Questi delicati circuiti neurali possono essere particolarmente sensibili all’infiammazione causata da infezioni o traumi cranici.
Ma la nebbia cognitiva può accompagnare tutta una serie di condizioni. Malattie infiammatorie come la sclerosi multipla o il lupus possono indurre nebbia cronica del cervello, così come infezioni batteriche come la malattia di Lyme.
I pazienti con depressione o ansia possono avere familiarità con sensazioni associate alla nebbia. L’ipertensione, il basso livello di zucchero nel sangue, le lesioni alla testa e la privazione del sonno possono influire, così come l’inizio della menopausa. Anche alcuni trattamenti medici possono indurre la nebbia, per esempio, alcuni farmaci per la pressione, aiuti per il sonno e chemioterapia.
Uno studio del 2022 pubblicato sulla rivista Nature(si apre in una nuova scheda) ha scoperto che il Covid-19 può causare anomalie e fino al 2% in più di perdita di materia grigia in alcune regioni del cervello, compresa la corteccia prefrontale.
Questo, a sua volta, può influire sulle capacità cognitive delle persone. “Abbiamo scoperto che i partecipanti infetti hanno mostrato un maggiore declino nella loro capacità di svolgere compiti complessi rispetto ai partecipanti non infetti”, riferisce Gwenaëlle Douaud(si apre in una nuova scheda), primo autore dello studio e neuroscienziato presso il Dipartimento di Neuroscienze Cliniche dell’Università di Oxford Nuffield.
Come si cura la nebbia cognitiva?
Nella maggior parte dei casi, la nebbia cerebrale è curabile. Identificare la causa sottostante è la chiave per affrontare la condizione. Se la confusione mentale è dovuta allo stress o alla mancanza di sonno, allora qualcosa di semplice come un buon riposo notturno può alleviarla (anche se questo è, ovviamente, più facile a dirsi che a farsi).
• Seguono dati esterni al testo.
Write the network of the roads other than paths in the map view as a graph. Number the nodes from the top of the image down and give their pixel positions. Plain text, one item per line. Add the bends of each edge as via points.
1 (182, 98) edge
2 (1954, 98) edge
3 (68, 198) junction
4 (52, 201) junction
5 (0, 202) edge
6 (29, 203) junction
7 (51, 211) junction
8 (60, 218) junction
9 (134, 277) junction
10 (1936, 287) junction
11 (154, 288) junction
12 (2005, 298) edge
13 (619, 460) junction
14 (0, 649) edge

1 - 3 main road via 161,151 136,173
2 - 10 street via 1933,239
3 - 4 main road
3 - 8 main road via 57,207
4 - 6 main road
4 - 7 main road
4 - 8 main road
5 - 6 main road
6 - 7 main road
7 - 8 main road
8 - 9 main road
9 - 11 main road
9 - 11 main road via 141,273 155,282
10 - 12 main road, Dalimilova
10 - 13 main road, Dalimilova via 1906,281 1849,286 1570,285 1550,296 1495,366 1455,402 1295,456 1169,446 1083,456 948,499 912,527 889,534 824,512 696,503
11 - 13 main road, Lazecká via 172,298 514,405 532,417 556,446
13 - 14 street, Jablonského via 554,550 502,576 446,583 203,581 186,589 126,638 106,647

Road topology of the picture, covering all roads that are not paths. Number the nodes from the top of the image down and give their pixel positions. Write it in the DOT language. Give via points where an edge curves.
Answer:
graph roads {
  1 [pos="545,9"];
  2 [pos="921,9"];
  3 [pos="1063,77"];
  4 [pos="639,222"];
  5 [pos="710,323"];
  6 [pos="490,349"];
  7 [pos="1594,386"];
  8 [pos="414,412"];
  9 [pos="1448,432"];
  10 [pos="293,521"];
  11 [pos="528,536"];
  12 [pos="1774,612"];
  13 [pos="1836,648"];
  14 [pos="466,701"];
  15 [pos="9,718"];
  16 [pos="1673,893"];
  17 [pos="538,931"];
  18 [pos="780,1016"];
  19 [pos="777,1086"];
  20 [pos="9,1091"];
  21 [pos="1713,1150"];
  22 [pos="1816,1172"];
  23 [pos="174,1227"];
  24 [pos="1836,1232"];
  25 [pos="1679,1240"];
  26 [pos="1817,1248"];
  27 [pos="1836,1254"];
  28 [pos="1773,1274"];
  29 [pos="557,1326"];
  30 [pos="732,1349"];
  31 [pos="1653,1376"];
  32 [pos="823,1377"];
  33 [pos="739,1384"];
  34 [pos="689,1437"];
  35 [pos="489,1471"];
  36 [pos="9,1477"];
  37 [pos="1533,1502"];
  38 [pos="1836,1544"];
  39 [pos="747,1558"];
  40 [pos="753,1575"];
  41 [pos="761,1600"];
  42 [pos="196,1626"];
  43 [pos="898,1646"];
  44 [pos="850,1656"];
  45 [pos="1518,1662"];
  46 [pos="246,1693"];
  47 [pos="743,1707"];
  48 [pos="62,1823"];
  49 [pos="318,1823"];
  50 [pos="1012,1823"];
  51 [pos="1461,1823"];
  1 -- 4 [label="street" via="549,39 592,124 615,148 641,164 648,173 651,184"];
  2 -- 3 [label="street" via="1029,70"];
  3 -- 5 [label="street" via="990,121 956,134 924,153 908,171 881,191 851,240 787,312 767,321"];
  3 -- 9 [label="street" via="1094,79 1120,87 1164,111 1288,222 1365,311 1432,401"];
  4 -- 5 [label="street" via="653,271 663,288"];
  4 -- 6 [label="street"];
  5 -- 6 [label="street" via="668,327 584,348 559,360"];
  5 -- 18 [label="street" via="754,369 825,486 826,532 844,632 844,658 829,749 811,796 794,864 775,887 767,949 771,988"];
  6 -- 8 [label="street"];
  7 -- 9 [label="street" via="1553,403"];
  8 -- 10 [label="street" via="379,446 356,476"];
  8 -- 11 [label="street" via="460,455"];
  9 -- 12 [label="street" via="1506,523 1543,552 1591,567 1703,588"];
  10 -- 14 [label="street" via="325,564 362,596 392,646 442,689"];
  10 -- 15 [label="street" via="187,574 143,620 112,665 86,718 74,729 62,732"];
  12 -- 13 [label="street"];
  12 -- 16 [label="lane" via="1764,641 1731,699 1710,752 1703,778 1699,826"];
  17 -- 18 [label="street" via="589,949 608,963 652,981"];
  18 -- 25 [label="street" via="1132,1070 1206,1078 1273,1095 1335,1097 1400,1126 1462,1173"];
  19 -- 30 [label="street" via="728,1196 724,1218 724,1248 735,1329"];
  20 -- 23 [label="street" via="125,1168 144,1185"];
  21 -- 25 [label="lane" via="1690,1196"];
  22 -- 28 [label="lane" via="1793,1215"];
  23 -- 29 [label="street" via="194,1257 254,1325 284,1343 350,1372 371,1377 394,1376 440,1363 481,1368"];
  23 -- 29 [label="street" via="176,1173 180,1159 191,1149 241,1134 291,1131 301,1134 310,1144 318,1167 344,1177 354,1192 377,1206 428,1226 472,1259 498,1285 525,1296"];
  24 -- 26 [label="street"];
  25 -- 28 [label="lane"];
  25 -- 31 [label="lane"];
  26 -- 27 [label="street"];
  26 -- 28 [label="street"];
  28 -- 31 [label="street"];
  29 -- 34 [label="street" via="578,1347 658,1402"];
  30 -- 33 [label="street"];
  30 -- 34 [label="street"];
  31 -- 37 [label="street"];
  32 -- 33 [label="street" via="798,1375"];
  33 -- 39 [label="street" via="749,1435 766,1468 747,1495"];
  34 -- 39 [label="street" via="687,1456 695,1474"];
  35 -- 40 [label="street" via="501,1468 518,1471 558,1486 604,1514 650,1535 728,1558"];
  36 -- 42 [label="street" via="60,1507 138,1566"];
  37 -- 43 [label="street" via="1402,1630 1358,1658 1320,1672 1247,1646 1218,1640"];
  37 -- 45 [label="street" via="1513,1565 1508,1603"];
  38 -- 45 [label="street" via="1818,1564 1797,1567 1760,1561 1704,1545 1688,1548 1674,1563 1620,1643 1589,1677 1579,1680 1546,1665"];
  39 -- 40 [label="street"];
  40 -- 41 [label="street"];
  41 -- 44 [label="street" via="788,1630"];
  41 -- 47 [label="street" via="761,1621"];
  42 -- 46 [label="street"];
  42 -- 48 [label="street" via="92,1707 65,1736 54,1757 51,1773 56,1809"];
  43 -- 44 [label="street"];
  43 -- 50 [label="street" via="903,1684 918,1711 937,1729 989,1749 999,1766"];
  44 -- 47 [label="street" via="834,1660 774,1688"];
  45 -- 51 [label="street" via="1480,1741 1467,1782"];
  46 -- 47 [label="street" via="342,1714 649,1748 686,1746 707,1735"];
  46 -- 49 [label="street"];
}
Inoltre, i cambiamenti dello stile di vita come l’esercizio fisico, mangiare bene e stimolare la mente con enigmi possono aiutare a ridurre al minimo alcune nuvolosità cognitive.
I cambiamenti della struttura cerebrale da condizioni croniche come il long Covid possono guarire se stessi nel tempo, ma non ci sono ancora dati sufficienti sulla malattia per sapere quanto tempo potrebbe richiedere.
Un’analisi di 70 casi di long covid ha rilevato che coloro che hanno riportato problemi di concentrazione e memoria hanno continuato a sperimentare questi sintomi un anno dopo l’infezione, “indicando sintomi di lunga durata”, secondo uno studio del 2023 pubblicato sul BMJ(si apre in una nuova scheda). Gli individui vaccinati avevano meno probabilità di sperimentare questi sintomi persistenti.
Ricercatori e clinici stanno cercando modi per curarla. Hanno trovato un paio di promettenti farmaci esistenti (originariamente sviluppati per trattare altre condizioni, come l’ADHD e l’ipertensione), ma il loro lavoro è ancora nelle fasi iniziali.